-------- Entries supplied --------

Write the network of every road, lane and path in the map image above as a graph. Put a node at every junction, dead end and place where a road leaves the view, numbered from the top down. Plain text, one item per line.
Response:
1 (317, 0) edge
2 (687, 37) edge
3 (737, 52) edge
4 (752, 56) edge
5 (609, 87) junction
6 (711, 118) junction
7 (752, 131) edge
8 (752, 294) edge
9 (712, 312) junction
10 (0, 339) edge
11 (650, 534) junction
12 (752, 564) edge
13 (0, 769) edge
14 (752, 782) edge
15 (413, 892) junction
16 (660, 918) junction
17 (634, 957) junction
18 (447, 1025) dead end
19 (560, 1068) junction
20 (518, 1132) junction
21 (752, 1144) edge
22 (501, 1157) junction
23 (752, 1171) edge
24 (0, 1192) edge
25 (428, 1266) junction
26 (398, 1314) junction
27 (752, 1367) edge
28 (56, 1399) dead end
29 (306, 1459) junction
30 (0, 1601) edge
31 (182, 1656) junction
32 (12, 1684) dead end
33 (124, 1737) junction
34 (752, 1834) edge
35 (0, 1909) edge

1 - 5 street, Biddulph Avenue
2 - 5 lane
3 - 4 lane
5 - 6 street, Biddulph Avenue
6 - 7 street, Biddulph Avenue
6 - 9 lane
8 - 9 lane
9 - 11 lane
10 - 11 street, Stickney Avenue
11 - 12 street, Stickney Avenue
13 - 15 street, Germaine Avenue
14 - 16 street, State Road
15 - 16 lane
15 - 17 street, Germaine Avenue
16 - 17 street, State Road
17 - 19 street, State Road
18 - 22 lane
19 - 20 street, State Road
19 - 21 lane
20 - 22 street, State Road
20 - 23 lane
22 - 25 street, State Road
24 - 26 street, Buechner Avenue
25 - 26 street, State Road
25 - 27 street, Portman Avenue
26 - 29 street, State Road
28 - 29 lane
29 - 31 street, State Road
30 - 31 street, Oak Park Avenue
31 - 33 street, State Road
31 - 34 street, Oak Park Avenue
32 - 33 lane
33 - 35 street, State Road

--------

Exercise: The answer must be every line from the records above that contains "State".

Reply:
14 - 16 street, State Road
16 - 17 street, State Road
17 - 19 street, State Road
19 - 20 street, State Road
20 - 22 street, State Road
22 - 25 street, State Road
25 - 26 street, State Road
26 - 29 street, State Road
29 - 31 street, State Road
31 - 33 street, State Road
33 - 35 street, State Road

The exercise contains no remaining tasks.